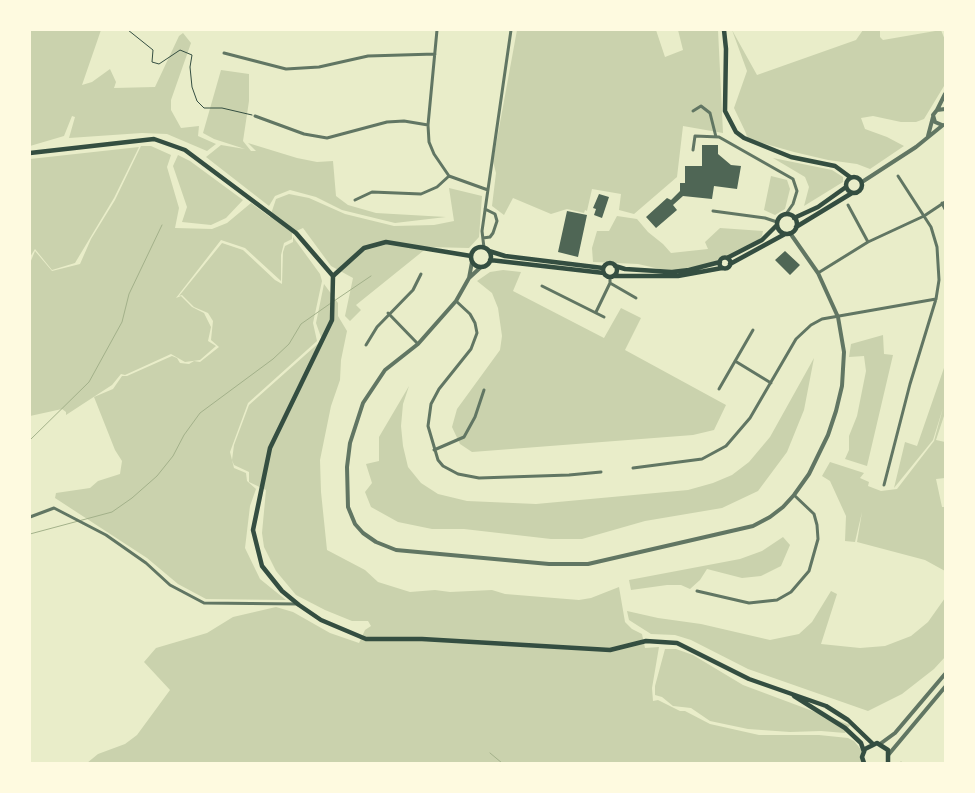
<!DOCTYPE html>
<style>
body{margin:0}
#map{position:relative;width:975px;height:793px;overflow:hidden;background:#e9edc9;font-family:"Noto Sans",sans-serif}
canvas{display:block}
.frame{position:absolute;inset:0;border:31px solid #fefae0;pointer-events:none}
</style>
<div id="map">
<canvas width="975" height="793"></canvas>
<div class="frame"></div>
</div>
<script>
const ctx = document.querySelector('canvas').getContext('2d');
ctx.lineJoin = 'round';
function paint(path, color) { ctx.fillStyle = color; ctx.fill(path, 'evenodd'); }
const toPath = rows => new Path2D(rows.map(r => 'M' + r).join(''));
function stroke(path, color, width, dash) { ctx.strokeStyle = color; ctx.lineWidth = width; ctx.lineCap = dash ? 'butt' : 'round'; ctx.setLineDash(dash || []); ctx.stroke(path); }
paint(toPath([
 [30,30,101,30,82,85,92,82,110,69,116,82,114,88,155,87,179,36,183,33,191,43,171,100,171,110,181,128,199,126,198,136,216,144,207,151,167,134,142,133,69,138,75,117,72,116,64,136,30,146],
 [517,30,656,30,665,57,683,50,678,30,718,30,723,133,683,126,677,177,634,214,619,210,621,194,592,189,587,211,585,210,584,213,567,209,551,214,513,198,504,215,492,206,496,173,493,161],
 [732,30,757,75,856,40,863,30,880,30,880,37,883,40,941,30,945,40,944,86,924,119,916,122,901,122,873,116,861,118,865,129,887,137,904,146,870,169,857,164,828,160,794,152,748,139,745,131,734,108,747,71],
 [221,70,249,74,249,101,243,141,251,151,256,151,248,143,297,158,317,162,333,161,336,196,348,205,376,213,446,217,395,223,342,210,316,197,290,190,275,196,269,206,206,157,221,145,245,149,214,139,203,133],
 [141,146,151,146,171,155,167,167,179,208,175,228,212,229,227,223,251,203,270,217,276,199,289,194,309,198,345,214,394,226,434,225,454,221,449,188,482,196,479,237,469,248,428,247,356,305,361,310,350,321,345,316,353,278,331,266,303,228,292,233,292,239,284,243,281,255,281,281,245,248,221,240,176,298,181,296,192,307,204,313,211,327,208,341,216,346,200,360,185,362,171,354,125,375,121,374,112,385,66,415,66,412,62,409,30,416,30,263,35,251,52,271,80,264,91,239,115,200],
 [139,147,114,198,75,263,52,270,35,249,30,257,30,159],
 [178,155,190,161,243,200,226,218,211,225,182,222,187,207,173,166],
 [773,158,832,170,843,177,843,182,804,206,809,187,805,177],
 [771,176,787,180,790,189,785,209,775,215,764,210],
 [617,216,637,219,648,232,663,244,671,253,708,249,705,242,720,228,763,231,762,236,757,241,726,257,701,266,676,270,660,269,638,264,593,262,592,248,597,231,609,231],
 [293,237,320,274,322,281,313,323,317,341,248,403,230,452,234,468,246,473,247,481,256,489,250,506,245,548,260,579,286,600,206,599,178,584,147,558,55,498,56,493,90,488,98,481,120,474,122,461,115,450,94,397,113,389,122,376,127,376,172,356,177,358,180,363,189,364,194,361,200,362,219,347,211,340,213,321,208,313,194,307,182,295,179,296,222,243,243,250,275,280,282,284,283,252,285,246,293,242],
 [503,270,521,272,513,291,604,338,621,308,641,318,625,350,726,405,714,430,693,435,472,452,460,444,452,427,457,409,500,350,502,336,498,308,492,293,477,281,490,272],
 [324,284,338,303,338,316,347,331,341,360,340,380,331,406,320,460,321,492,327,550,365,570,378,582,410,592,435,590,450,592,492,590,505,594,579,600,591,598,619,587,625,622,632,629,642,634,645,648,659,647,652,688,653,701,658,700,680,711,685,711,710,724,759,735,819,735,848,738,854,741,863,752,862,763,87,763,98,754,125,744,137,735,170,690,144,662,156,648,207,633,233,617,276,607,293,612,330,633,359,643,365,630,371,626,368,621,352,621,325,610,296,595,276,571,264,547,262,533,266,490,249,482,249,472,234,465,232,460,234,445,249,405,322,340,316,323],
 [883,335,884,354,893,355,867,466,845,459,849,450,849,436,857,416,866,371,864,356,849,357,851,344],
 [814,358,804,410,787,452,758,491,722,508,645,521,582,539,551,539,464,529,432,529,398,522,371,507,365,492,372,483,366,464,379,461,379,437,409,386,403,404,401,426,403,446,408,467,421,483,438,494,467,501,536,504,688,490,713,483,732,475,749,462,770,437],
 [945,365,945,413,936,440,945,442,945,478,936,479,942,507,945,507,945,571,925,560,857,542,862,512,855,542,845,541,846,516,830,481,822,476,830,462,864,473,860,478,869,482,868,486,881,491,897,489,934,441,943,408,933,440,894,488,905,442,917,446],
 [783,537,790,545,781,566,761,576,742,578,707,569,700,580,690,589,681,585,667,585,631,590,629,580,740,559,762,551],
 [831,591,837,594,821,644,860,648,885,646,911,636,928,622,945,598,945,657,934,669,902,694,868,711,748,669,691,640,675,635,651,634,629,620,627,611,658,618,701,624,770,640,799,634,812,622],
 [665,649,676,649,693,655,743,685,850,725,845,733,821,731,790,732,748,729,710,721,691,708,673,706,662,697,655,695,655,686]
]), '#cad2ad');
stroke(toPath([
 [334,301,371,276],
 [30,440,89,382,122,322,129,294,162,225],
 [30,534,112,512,132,498,157,476,173,456,184,435,200,413,273,359,289,344,301,324,331,303],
 [490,753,502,763],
 [901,763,901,762]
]), '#a3b18a', 1);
paint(toPath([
 [702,145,718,145,718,154,731,165,741,166,737,189,714,186,712,199,683,196,673,205,677,210,656,228,646,217,667,198,671,200,680,191,680,183,685,183,685,166,702,166],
 [599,194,609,197,602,218,594,215,596,209,593,208],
 [567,211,587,215,578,257,558,252],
 [785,251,800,265,790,275,775,260]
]), '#4f6655');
stroke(toPath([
 [128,30,153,50,152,62,159,64,180,50,192,55,190,67,192,87,197,101,204,108,222,108,252,115]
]), '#344e41', 1);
stroke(toPath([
 [437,30,428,125,429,142,434,154,449,176,488,190],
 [224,53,286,69,319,67,368,56,435,54],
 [693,111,701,106,710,113,716,137],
 [255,116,304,134,327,138,387,122,404,121,428,125],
 [693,150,695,136,719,137,793,179,797,191,793,204,786,214],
 [355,200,372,192,421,194,437,187,449,176],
 [942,203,945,209],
 [848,205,868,242],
 [713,211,765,218,777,222],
 [483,238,490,237,493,233,497,221,495,214,485,209],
 [484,248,482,231,511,30],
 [818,273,868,242,924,216,945,202],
 [610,283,636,298],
 [542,286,604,317],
 [456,301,470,314,475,323,477,333,471,349,439,389,431,404,428,426,438,460,443,466,458,474,479,478,569,475,601,472],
 [596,312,610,283,610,277],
 [388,313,418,344],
 [366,345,377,327,413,290,421,274],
 [735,361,771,383],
 [719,389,753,330],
 [434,450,464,437,475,417,484,390],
 [633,468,702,459,726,446,750,418,796,339,811,325,822,319,936,299],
 [884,485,910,384,936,299,939,280,937,247,931,227,898,176],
 [30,517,54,508,106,535,146,563,170,585,204,603,298,604],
 [697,591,749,603,777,600,791,592,809,571,818,539,817,525,814,514,794,495]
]), '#617663', 3);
stroke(toPath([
 [937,110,945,94],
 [942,125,935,122,933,115,937,110,945,109],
 [928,136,933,117],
 [862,182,916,147,943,125],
 [472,262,469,278,456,301,418,344,385,370,363,403,350,443,347,467,348,507,355,524,363,533,376,542,396,550,549,564,588,564,753,526,770,517,783,507,794,495,809,474,828,435,836,411,842,386,844,352,838,317,818,273,790,233],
 [469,278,481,267],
 [880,744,895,733,945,674],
 [889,754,945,687]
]), '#617663', 4);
stroke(toPath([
 [724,30,726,49,725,111,736,132,744,138,791,157,835,166,850,177],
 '846 185a8 8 0 1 1 16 0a8 8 0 1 1-16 0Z',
 '777 224a10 10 0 1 1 20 0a10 10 0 1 1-20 0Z',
 [794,218,818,207,846,187],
 [796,227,852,193],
 '471 257a10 10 0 1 1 20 0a10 10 0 1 1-20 0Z',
 [489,251,505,256,603,268],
 '719.5 263a5.5 5.5 0 1 1 11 0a5.5 5.5 0 1 1-11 0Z',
 [727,258,762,240,777,225],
 [490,260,604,273],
 '603 270a7 7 0 1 1 14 0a7 7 0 1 1-14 0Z',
 [730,264,785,234],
 [615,266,625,269,672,272,689,270,720,262],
 [333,276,364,248,386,242,471,256],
 [614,276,678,276,722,268]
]), '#344e41', 4.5);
stroke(toPath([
 [30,153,154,139,185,150,296,233,333,276,332,320,270,448,253,530,262,566,282,591,299,605,321,620,366,639,422,639,610,650,646,641,677,643,749,679,826,706,848,720,873,744],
 [794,696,845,728,861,743,864,752],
 [864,763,862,757,865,749,877,743,888,750,888,763]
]), '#344e41', 4.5);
</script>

Task requirements:
Using the listing above, state how many lines contain the string "canvas". Give the number by itself.

Solved problem:
3